I do know how scary it all must feel for you. We didn't have the benefit of newborn screening in 1993 and our daughter was not diagnosed until 21 months old. We suspected something at 8 months, but no one even considered hearing loss...including the pediatrician! Once we found out, I experienced all the emotions you mention. It's a big blow to find out your perfect child isn't exactly perfect. I too had a normal healthy pregnancy and there was no history of hearing loss in either of our families. We may never know why our daughter was born with a profound sensorinueral hearing loss, but honestly it matters no more. Our daughter is a fabulous girl and I have no doubt she will go on to do something very special in life.

Hang in there!!!

iVillage Member
Registered: 07-05-2007
Thu, 07-05-2007 - 4:48pm


I am the mother of a 2 year old with profound hearing loss.

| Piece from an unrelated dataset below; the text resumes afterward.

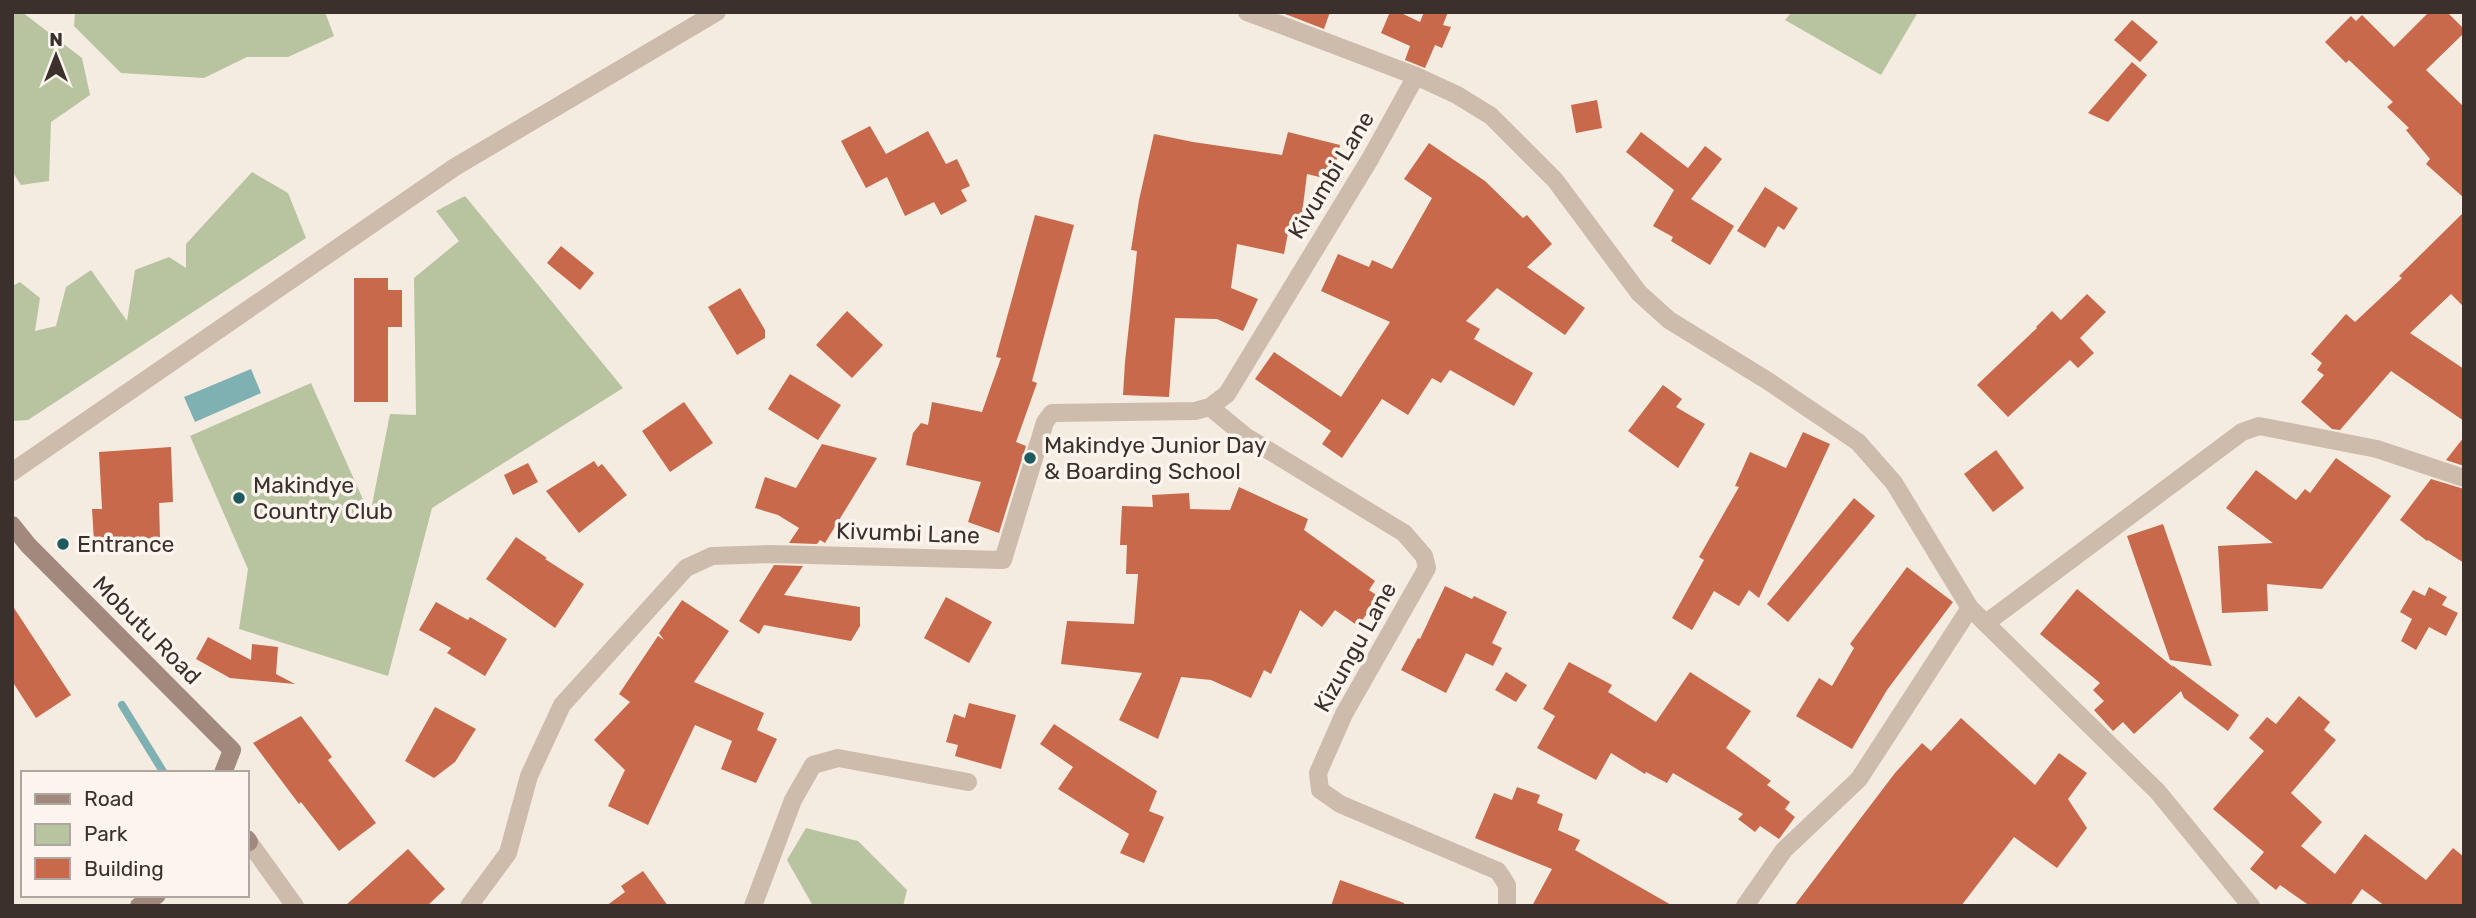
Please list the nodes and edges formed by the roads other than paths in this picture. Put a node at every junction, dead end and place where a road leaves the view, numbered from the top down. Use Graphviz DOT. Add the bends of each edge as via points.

We did go ahead with genetic testing, and although there is no history of hearing loss on either side of the family, it turns out that my DH and I are both carriers of a specific genetic mutation known as Connexin 26.

We have a 25% chance of having a child with hearing loss.

I know this point in your journey is terrifying, but please trust me when I say everything will be just fine.

As a previous posted said, take this one step at a time. HOH kids can be (and generally are) fully mainstreamed and just like "normal" kids these days. Early intervention is key.

My daughter's hearing loss is profound and hearing aids did not give her enough hearing to develop speech. So, she was implanted with a Cochlear Implant at 14 months of age. She will be 2 next month and is already at a 21 month old's level of language development. The goal is generally to be age appropriate in language by the age of 5, but she is on track to be age appropriate before age 3. We are so proud!

She is in a mainstream daycare setting and is completed adapted socially - and is actually one of the class leaders. Her impairment has not held her back in the least.

Your DD *will* be just fine! And I know this sounds really silly, but I almost miss the days when my daughter wore her cute little pink hearing aids.

Please post updates... I would love to hear more about her!

iVillage Member
Registered: 06-20-2007
Thu, 07-05-2007 - 7:01pm

Thank you so much for sharing your story with me. You don't know how relieved I am now that I've read so many encouraging messages on this board.

She will be tested again when she turns 6 months (next month) and I will keep you all posted. I hope that it hasn't gotten worse, but I also know, now, that whatever happens my DD will have a "normal" life.

Thanks once again and I look forward to keeping you updated.